THE DATA Block Start

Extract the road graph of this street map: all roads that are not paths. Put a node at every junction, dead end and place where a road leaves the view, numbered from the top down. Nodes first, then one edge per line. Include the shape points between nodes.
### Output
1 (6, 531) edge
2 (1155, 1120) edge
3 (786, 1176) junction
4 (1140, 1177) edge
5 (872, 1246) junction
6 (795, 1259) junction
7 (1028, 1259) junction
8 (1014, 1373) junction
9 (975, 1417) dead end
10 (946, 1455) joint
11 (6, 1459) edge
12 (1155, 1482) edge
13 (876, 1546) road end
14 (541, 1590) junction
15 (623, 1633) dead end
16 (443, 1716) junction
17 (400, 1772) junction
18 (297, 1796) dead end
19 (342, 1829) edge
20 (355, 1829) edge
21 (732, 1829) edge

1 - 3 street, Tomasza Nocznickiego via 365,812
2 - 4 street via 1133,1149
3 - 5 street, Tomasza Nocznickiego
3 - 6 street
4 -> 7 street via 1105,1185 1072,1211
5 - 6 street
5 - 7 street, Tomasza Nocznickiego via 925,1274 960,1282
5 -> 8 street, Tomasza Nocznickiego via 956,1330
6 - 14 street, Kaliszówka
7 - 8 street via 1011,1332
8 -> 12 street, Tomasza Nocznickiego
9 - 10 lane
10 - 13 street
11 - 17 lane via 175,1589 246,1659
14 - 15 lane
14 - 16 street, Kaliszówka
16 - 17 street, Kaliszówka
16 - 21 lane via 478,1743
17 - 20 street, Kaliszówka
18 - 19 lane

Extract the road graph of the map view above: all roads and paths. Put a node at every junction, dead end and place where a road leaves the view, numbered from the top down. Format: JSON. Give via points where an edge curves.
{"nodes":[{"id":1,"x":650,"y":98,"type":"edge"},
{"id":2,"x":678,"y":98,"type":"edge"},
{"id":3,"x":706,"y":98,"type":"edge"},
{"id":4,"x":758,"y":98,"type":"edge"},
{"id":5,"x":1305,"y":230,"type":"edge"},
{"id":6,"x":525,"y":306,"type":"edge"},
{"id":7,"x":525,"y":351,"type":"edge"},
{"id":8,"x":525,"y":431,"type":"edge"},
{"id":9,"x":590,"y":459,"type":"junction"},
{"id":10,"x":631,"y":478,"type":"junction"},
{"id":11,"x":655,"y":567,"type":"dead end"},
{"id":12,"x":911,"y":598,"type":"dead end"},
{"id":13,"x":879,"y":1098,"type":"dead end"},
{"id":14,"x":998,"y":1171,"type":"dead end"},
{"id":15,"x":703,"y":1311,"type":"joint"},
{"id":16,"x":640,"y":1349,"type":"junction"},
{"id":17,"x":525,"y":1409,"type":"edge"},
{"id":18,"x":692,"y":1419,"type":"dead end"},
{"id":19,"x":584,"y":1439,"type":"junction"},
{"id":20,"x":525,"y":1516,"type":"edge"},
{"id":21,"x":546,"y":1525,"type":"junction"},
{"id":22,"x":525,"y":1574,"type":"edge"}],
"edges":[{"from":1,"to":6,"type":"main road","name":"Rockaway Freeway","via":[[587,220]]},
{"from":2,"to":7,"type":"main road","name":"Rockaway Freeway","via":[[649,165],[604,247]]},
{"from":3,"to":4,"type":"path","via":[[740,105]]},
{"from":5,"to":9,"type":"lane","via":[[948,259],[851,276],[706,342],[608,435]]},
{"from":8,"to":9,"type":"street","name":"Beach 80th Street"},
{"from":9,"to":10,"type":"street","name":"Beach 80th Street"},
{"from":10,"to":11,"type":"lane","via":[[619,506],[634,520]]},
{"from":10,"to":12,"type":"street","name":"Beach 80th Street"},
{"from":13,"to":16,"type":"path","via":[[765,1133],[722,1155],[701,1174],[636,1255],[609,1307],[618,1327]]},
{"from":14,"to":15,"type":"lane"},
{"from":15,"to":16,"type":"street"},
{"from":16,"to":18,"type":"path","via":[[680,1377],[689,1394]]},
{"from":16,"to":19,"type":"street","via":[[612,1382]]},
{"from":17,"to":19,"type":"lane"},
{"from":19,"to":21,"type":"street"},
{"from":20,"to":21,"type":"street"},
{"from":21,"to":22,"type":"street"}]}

THE DATA Block End

• **TASK**
All of the entries above should be written out verbatim.

• **RESULT FOR THIS TASK**
Extract the road graph of this street map: all roads that are not paths. Put a node at every junction, dead end and place where a road leaves the view, numbered from the top down. Nodes first, then one edge per line. Include the shape points between nodes.
### Output
1 (6, 531) edge
2 (1155, 1120) edge
3 (786, 1176) junction
4 (1140, 1177) edge
5 (872, 1246) junction
6 (795, 1259) junction
7 (1028, 1259) junction
8 (1014, 1373) junction
9 (975, 1417) dead end
10 (946, 1455) joint
11 (6, 1459) edge
12 (1155, 1482) edge
13 (876, 1546) road end
14 (541, 1590) junction
15 (623, 1633) dead end
16 (443, 1716) junction
17 (400, 1772) junction
18 (297, 1796) dead end
19 (342, 1829) edge
20 (355, 1829) edge
21 (732, 1829) edge

1 - 3 street, Tomasza Nocznickiego via 365,812
2 - 4 street via 1133,1149
3 - 5 street, Tomasza Nocznickiego
3 - 6 street
4 -> 7 street via 1105,1185 1072,1211
5 - 6 street
5 - 7 street, Tomasza Nocznickiego via 925,1274 960,1282
5 -> 8 street, Tomasza Nocznickiego via 956,1330
6 - 14 street, Kaliszówka
7 - 8 street via 1011,1332
8 -> 12 street, Tomasza Nocznickiego
9 - 10 lane
10 - 13 street
11 - 17 lane via 175,1589 246,1659
14 - 15 lane
14 - 16 street, Kaliszówka
16 - 17 street, Kaliszówka
16 - 21 lane via 478,1743
17 - 20 street, Kaliszówka
18 - 19 lane

Extract the road graph of the map view above: all roads and paths. Put a node at every junction, dead end and place where a road leaves the view, numbered from the top down. Format: JSON. Give via points where an edge curves.
{"nodes":[{"id":1,"x":650,"y":98,"type":"edge"},
{"id":2,"x":678,"y":98,"type":"edge"},
{"id":3,"x":706,"y":98,"type":"edge"},
{"id":4,"x":758,"y":98,"type":"edge"},
{"id":5,"x":1305,"y":230,"type":"edge"},
{"id":6,"x":525,"y":306,"type":"edge"},
{"id":7,"x":525,"y":351,"type":"edge"},
{"id":8,"x":525,"y":431,"type":"edge"},
{"id":9,"x":590,"y":459,"type":"junction"},
{"id":10,"x":631,"y":478,"type":"junction"},
{"id":11,"x":655,"y":567,"type":"dead end"},
{"id":12,"x":911,"y":598,"type":"dead end"},
{"id":13,"x":879,"y":1098,"type":"dead end"},
{"id":14,"x":998,"y":1171,"type":"dead end"},
{"id":15,"x":703,"y":1311,"type":"joint"},
{"id":16,"x":640,"y":1349,"type":"junction"},
{"id":17,"x":525,"y":1409,"type":"edge"},
{"id":18,"x":692,"y":1419,"type":"dead end"},
{"id":19,"x":584,"y":1439,"type":"junction"},
{"id":20,"x":525,"y":1516,"type":"edge"},
{"id":21,"x":546,"y":1525,"type":"junction"},
{"id":22,"x":525,"y":1574,"type":"edge"}],
"edges":[{"from":1,"to":6,"type":"main road","name":"Rockaway Freeway","via":[[587,220]]},
{"from":2,"to":7,"type":"main road","name":"Rockaway Freeway","via":[[649,165],[604,247]]},
{"from":3,"to":4,"type":"path","via":[[740,105]]},
{"from":5,"to":9,"type":"lane","via":[[948,259],[851,276],[706,342],[608,435]]},
{"from":8,"to":9,"type":"street","name":"Beach 80th Street"},
{"from":9,"to":10,"type":"street","name":"Beach 80th Street"},
{"from":10,"to":11,"type":"lane","via":[[619,506],[634,520]]},
{"from":10,"to":12,"type":"street","name":"Beach 80th Street"},
{"from":13,"to":16,"type":"path","via":[[765,1133],[722,1155],[701,1174],[636,1255],[609,1307],[618,1327]]},
{"from":14,"to":15,"type":"lane"},
{"from":15,"to":16,"type":"street"},
{"from":16,"to":18,"type":"path","via":[[680,1377],[689,1394]]},
{"from":16,"to":19,"type":"street","via":[[612,1382]]},
{"from":17,"to":19,"type":"lane"},
{"from":19,"to":21,"type":"street"},
{"from":20,"to":21,"type":"street"},
{"from":21,"to":22,"type":"street"}]}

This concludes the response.